The Sicilian defence is certainly one of the most played openings in history. An opening which is chosen by chess players of all levels and of all ages. The types of positions, the patterns as well as the strategic and tactical ideas that can arise are innumerable. This makes it extremely unexpected and dangerous for any chess player who chooses to tackle it.
Many chess players choose not to start with 1.e4 in order to avoid the types of Sicilian that can arise. Others choose not to follow the open Sicilian. And this is where the book Squeezing the Sicilian comes in!
Squeezing the Sicilian, and more specifically the Alapin system, is an excellent choice for dealing with the Sicilian defense.

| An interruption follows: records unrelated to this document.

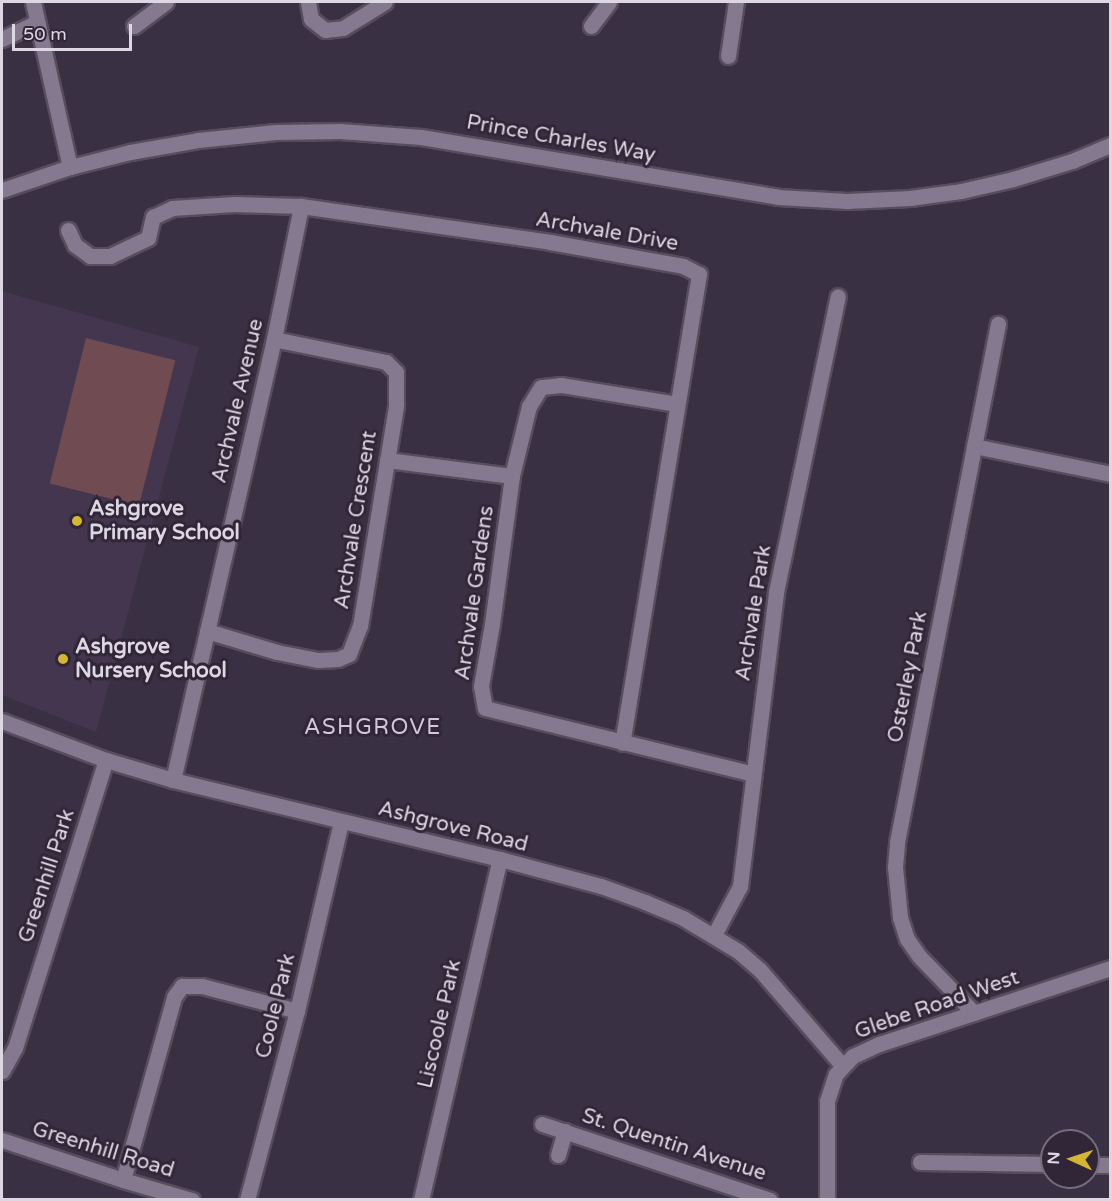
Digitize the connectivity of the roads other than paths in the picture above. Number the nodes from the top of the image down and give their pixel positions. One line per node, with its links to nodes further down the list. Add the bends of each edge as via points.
1 (33, 2): 7 (street)
2 (166, 2): 8 (street)
3 (308, 2): 4 (street, via 310,19 325,30 344,28)
4 (385, 2)
5 (609, 2): 9 (street)
6 (736, 2): 11 (street)
7 (36, 22): 10 (street); 13 (street)
8 (134, 26)
9 (591, 26)
10 (2, 39)
11 (728, 56)
12 (1110, 145): 13 (street, Prince Charles Way, via 1072,161 960,191 847,201 778,197 421,137 340,131 276,132 198,140)
13 (70, 167): 14 (street, Prince Charles Way)
14 (2, 190)
15 (302, 206): 16 (street, Archvale Drive, via 234,204 172,208 153,217 147,238 110,256 90,256 75,245); 19 (street, Archvale Avenue); 20 (street, Archvale Drive, via 550,242 683,266 699,274)
16 (68, 230)
17 (838, 296): 29 (street, Archvale Park, via 776,592)
18 (998, 324): 21 (street, Osterley Park)
19 (274, 339): 22 (street, Archvale Crescent, via 386,362 396,372 396,405); 25 (street, Archvale Avenue)
20 (677, 404): 24 (street, Archvale Gardens, via 561,385 541,387 529,406); 27 (street, Archvale Drive)
21 (974, 446): 23 (street); 36 (street, Osterley Park, via 895,867 900,917 907,939)
22 (387, 460): 24 (street); 25 (street, Archvale Crescent, via 360,626 349,654 318,660)
23 (1110, 474)
24 (512, 476): 27 (street, Archvale Gardens, via 481,686 485,708)
25 (207, 631): 30 (street, Archvale Avenue)
26 (2, 721): 28 (street, Ashgrove Road)
27 (622, 743): 29 (street, Archvale Gardens)
28 (106, 760): 30 (street, Ashgrove Road); 38 (street, Greenhill Park, via 15,1048)
29 (753, 774): 33 (street, Archvale Park, via 740,886)
30 (173, 780): 31 (street, Ashgrove Road)
31 (341, 822): 32 (street, Ashgrove Road); 35 (street, Coole Park)
32 (500, 859): 33 (street, Ashgrove Road, via 601,886 664,910); 48 (street, Liscoole Park)
33 (714, 935): 37 (street, Ashgrove Road, via 760,970)
34 (1110, 968): 36 (street, Glebe Road West)
35 (297, 1011): 45 (street, via 202,986 182,986 174,997); 47 (street, Coole Park)
36 (974, 1013): 37 (street, Glebe Road West, via 864,1050)
37 (842, 1065): 50 (street, Glebe Road West, via 827,1101)
38 (2, 1071)
39 (542, 1124): 40 (street, St. Quentin Avenue)
40 (565, 1131): 42 (street, St. Quentin Avenue); 49 (street, St. Quentin Avenue)
41 (2, 1140): 45 (street, Greenhill Road)
42 (558, 1155)
43 (920, 1162): 44 (street)
44 (1040, 1164)
45 (123, 1180): 46 (street, Greenhill Road)
46 (192, 1200)
47 (247, 1200)
48 (421, 1200)
49 (770, 1200)
50 (827, 1200)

White’s strategic concept is extremely simple. He prepares to advance d2-d4 in order to build a solid pawn center and then control the game. This of course has some consequences. The main problem for White is the position of the queen’s knight. Because of the pawn on c3 he has been deprived of the best square for his deployment. Of course he may have other suitable squares which he will be strong. This is d2 and in several lines a3.
In some cases white’s options are increased. Quite often after d4 cxd4 cxd4, White’s queen’s knight still has access to his best square c3. The modern assessment of this system is that Black has fairly comfortable lines on which he can achieve an acceptable game.
But the authors, Alexander Khalifman and Sergei Soloviov, try to prove that not all these lines are equally good. Even the best continuations for Black to choose White has ideas and strategies to gain a decisive advantage!